■ Your objective
Line by line, transcribe the material shown below exactly.

■ Available records
== Segment start ==
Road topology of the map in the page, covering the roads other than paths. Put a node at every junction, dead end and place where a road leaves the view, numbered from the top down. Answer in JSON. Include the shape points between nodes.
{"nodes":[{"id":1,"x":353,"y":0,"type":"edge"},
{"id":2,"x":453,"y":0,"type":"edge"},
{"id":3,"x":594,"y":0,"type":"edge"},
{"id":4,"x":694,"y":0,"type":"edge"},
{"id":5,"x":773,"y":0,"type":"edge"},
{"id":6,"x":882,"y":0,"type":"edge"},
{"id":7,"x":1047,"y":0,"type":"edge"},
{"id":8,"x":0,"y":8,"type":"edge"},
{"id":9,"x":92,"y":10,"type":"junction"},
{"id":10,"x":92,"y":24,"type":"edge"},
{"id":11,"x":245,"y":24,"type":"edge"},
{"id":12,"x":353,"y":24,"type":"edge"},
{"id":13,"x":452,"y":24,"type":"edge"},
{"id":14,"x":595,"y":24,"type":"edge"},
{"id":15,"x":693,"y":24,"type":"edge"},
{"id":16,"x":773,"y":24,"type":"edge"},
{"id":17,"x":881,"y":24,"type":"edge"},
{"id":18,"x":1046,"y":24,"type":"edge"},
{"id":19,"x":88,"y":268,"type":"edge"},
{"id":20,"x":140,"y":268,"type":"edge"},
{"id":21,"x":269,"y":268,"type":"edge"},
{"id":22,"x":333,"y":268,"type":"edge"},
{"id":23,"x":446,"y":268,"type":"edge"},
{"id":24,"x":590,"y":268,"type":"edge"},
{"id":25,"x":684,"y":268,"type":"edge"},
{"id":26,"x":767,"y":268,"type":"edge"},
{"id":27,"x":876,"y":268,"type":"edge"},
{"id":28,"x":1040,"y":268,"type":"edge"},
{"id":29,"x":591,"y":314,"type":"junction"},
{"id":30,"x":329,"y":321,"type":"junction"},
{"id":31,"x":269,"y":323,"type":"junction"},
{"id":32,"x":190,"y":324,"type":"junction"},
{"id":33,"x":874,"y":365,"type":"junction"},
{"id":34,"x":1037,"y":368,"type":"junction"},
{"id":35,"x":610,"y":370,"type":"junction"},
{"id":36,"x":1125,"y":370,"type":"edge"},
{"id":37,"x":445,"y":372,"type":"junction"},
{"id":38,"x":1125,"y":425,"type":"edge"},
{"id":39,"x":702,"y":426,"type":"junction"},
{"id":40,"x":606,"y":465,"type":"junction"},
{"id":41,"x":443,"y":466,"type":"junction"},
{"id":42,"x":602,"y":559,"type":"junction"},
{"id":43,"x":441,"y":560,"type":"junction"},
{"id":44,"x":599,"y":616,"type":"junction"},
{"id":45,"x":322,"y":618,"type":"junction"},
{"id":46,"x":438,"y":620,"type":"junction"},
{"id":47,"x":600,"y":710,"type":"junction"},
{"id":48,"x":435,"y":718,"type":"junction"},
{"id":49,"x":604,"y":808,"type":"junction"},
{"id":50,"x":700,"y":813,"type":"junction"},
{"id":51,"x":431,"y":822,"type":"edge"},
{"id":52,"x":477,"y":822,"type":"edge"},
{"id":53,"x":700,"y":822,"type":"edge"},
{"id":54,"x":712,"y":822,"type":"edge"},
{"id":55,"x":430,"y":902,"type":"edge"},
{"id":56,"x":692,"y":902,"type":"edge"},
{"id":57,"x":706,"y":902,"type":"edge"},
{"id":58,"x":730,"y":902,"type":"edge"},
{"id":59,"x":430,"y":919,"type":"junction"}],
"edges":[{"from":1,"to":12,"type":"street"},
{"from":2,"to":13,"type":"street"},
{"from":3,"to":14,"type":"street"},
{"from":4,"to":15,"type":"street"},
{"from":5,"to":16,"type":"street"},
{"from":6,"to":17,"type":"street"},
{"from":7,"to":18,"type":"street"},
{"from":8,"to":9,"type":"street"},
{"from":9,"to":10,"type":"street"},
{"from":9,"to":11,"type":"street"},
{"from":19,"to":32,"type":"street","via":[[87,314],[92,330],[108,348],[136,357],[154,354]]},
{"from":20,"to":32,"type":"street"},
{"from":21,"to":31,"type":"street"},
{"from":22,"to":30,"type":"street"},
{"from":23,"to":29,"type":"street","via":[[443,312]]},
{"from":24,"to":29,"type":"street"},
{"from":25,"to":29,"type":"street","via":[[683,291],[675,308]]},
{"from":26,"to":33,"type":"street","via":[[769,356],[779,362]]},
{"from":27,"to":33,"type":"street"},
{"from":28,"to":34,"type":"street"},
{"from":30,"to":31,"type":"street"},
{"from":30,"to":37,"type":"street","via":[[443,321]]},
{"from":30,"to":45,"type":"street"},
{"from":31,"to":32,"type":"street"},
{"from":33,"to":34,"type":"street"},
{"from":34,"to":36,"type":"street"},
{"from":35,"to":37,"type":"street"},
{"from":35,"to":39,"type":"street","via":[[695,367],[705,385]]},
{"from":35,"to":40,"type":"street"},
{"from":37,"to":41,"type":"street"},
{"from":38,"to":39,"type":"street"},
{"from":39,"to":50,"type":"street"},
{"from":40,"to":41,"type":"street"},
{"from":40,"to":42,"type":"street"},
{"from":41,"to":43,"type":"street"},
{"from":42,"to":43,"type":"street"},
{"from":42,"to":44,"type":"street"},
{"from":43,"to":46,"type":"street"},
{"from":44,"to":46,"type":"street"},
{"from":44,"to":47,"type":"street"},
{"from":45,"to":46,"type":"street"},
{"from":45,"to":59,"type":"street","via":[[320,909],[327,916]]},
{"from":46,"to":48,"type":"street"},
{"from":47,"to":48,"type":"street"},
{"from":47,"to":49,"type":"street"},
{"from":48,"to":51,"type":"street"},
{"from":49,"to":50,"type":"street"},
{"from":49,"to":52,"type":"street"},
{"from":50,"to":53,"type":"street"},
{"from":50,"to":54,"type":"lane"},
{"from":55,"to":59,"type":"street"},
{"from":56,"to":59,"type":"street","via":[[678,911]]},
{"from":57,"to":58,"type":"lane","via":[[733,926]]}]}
== Segment end ==
■ Solution to this task
Road topology of the map in the page, covering the roads other than paths. Put a node at every junction, dead end and place where a road leaves the view, numbered from the top down. Answer in JSON. Include the shape points between nodes.
{"nodes":[{"id":1,"x":353,"y":0,"type":"edge"},
{"id":2,"x":453,"y":0,"type":"edge"},
{"id":3,"x":594,"y":0,"type":"edge"},
{"id":4,"x":694,"y":0,"type":"edge"},
{"id":5,"x":773,"y":0,"type":"edge"},
{"id":6,"x":882,"y":0,"type":"edge"},
{"id":7,"x":1047,"y":0,"type":"edge"},
{"id":8,"x":0,"y":8,"type":"edge"},
{"id":9,"x":92,"y":10,"type":"junction"},
{"id":10,"x":92,"y":24,"type":"edge"},
{"id":11,"x":245,"y":24,"type":"edge"},
{"id":12,"x":353,"y":24,"type":"edge"},
{"id":13,"x":452,"y":24,"type":"edge"},
{"id":14,"x":595,"y":24,"type":"edge"},
{"id":15,"x":693,"y":24,"type":"edge"},
{"id":16,"x":773,"y":24,"type":"edge"},
{"id":17,"x":881,"y":24,"type":"edge"},
{"id":18,"x":1046,"y":24,"type":"edge"},
{"id":19,"x":88,"y":268,"type":"edge"},
{"id":20,"x":140,"y":268,"type":"edge"},
{"id":21,"x":269,"y":268,"type":"edge"},
{"id":22,"x":333,"y":268,"type":"edge"},
{"id":23,"x":446,"y":268,"type":"edge"},
{"id":24,"x":590,"y":268,"type":"edge"},
{"id":25,"x":684,"y":268,"type":"edge"},
{"id":26,"x":767,"y":268,"type":"edge"},
{"id":27,"x":876,"y":268,"type":"edge"},
{"id":28,"x":1040,"y":268,"type":"edge"},
{"id":29,"x":591,"y":314,"type":"junction"},
{"id":30,"x":329,"y":321,"type":"junction"},
{"id":31,"x":269,"y":323,"type":"junction"},
{"id":32,"x":190,"y":324,"type":"junction"},
{"id":33,"x":874,"y":365,"type":"junction"},
{"id":34,"x":1037,"y":368,"type":"junction"},
{"id":35,"x":610,"y":370,"type":"junction"},
{"id":36,"x":1125,"y":370,"type":"edge"},
{"id":37,"x":445,"y":372,"type":"junction"},
{"id":38,"x":1125,"y":425,"type":"edge"},
{"id":39,"x":702,"y":426,"type":"junction"},
{"id":40,"x":606,"y":465,"type":"junction"},
{"id":41,"x":443,"y":466,"type":"junction"},
{"id":42,"x":602,"y":559,"type":"junction"},
{"id":43,"x":441,"y":560,"type":"junction"},
{"id":44,"x":599,"y":616,"type":"junction"},
{"id":45,"x":322,"y":618,"type":"junction"},
{"id":46,"x":438,"y":620,"type":"junction"},
{"id":47,"x":600,"y":710,"type":"junction"},
{"id":48,"x":435,"y":718,"type":"junction"},
{"id":49,"x":604,"y":808,"type":"junction"},
{"id":50,"x":700,"y":813,"type":"junction"},
{"id":51,"x":431,"y":822,"type":"edge"},
{"id":52,"x":477,"y":822,"type":"edge"},
{"id":53,"x":700,"y":822,"type":"edge"},
{"id":54,"x":712,"y":822,"type":"edge"},
{"id":55,"x":430,"y":902,"type":"edge"},
{"id":56,"x":692,"y":902,"type":"edge"},
{"id":57,"x":706,"y":902,"type":"edge"},
{"id":58,"x":730,"y":902,"type":"edge"},
{"id":59,"x":430,"y":919,"type":"junction"}],
"edges":[{"from":1,"to":12,"type":"street"},
{"from":2,"to":13,"type":"street"},
{"from":3,"to":14,"type":"street"},
{"from":4,"to":15,"type":"street"},
{"from":5,"to":16,"type":"street"},
{"from":6,"to":17,"type":"street"},
{"from":7,"to":18,"type":"street"},
{"from":8,"to":9,"type":"street"},
{"from":9,"to":10,"type":"street"},
{"from":9,"to":11,"type":"street"},
{"from":19,"to":32,"type":"street","via":[[87,314],[92,330],[108,348],[136,357],[154,354]]},
{"from":20,"to":32,"type":"street"},
{"from":21,"to":31,"type":"street"},
{"from":22,"to":30,"type":"street"},
{"from":23,"to":29,"type":"street","via":[[443,312]]},
{"from":24,"to":29,"type":"street"},
{"from":25,"to":29,"type":"street","via":[[683,291],[675,308]]},
{"from":26,"to":33,"type":"street","via":[[769,356],[779,362]]},
{"from":27,"to":33,"type":"street"},
{"from":28,"to":34,"type":"street"},
{"from":30,"to":31,"type":"street"},
{"from":30,"to":37,"type":"street","via":[[443,321]]},
{"from":30,"to":45,"type":"street"},
{"from":31,"to":32,"type":"street"},
{"from":33,"to":34,"type":"street"},
{"from":34,"to":36,"type":"street"},
{"from":35,"to":37,"type":"street"},
{"from":35,"to":39,"type":"street","via":[[695,367],[705,385]]},
{"from":35,"to":40,"type":"street"},
{"from":37,"to":41,"type":"street"},
{"from":38,"to":39,"type":"street"},
{"from":39,"to":50,"type":"street"},
{"from":40,"to":41,"type":"street"},
{"from":40,"to":42,"type":"street"},
{"from":41,"to":43,"type":"street"},
{"from":42,"to":43,"type":"street"},
{"from":42,"to":44,"type":"street"},
{"from":43,"to":46,"type":"street"},
{"from":44,"to":46,"type":"street"},
{"from":44,"to":47,"type":"street"},
{"from":45,"to":46,"type":"street"},
{"from":45,"to":59,"type":"street","via":[[320,909],[327,916]]},
{"from":46,"to":48,"type":"street"},
{"from":47,"to":48,"type":"street"},
{"from":47,"to":49,"type":"street"},
{"from":48,"to":51,"type":"street"},
{"from":49,"to":50,"type":"street"},
{"from":49,"to":52,"type":"street"},
{"from":50,"to":53,"type":"street"},
{"from":50,"to":54,"type":"lane"},
{"from":55,"to":59,"type":"street"},
{"from":56,"to":59,"type":"street","via":[[678,911]]},
{"from":57,"to":58,"type":"lane","via":[[733,926]]}]}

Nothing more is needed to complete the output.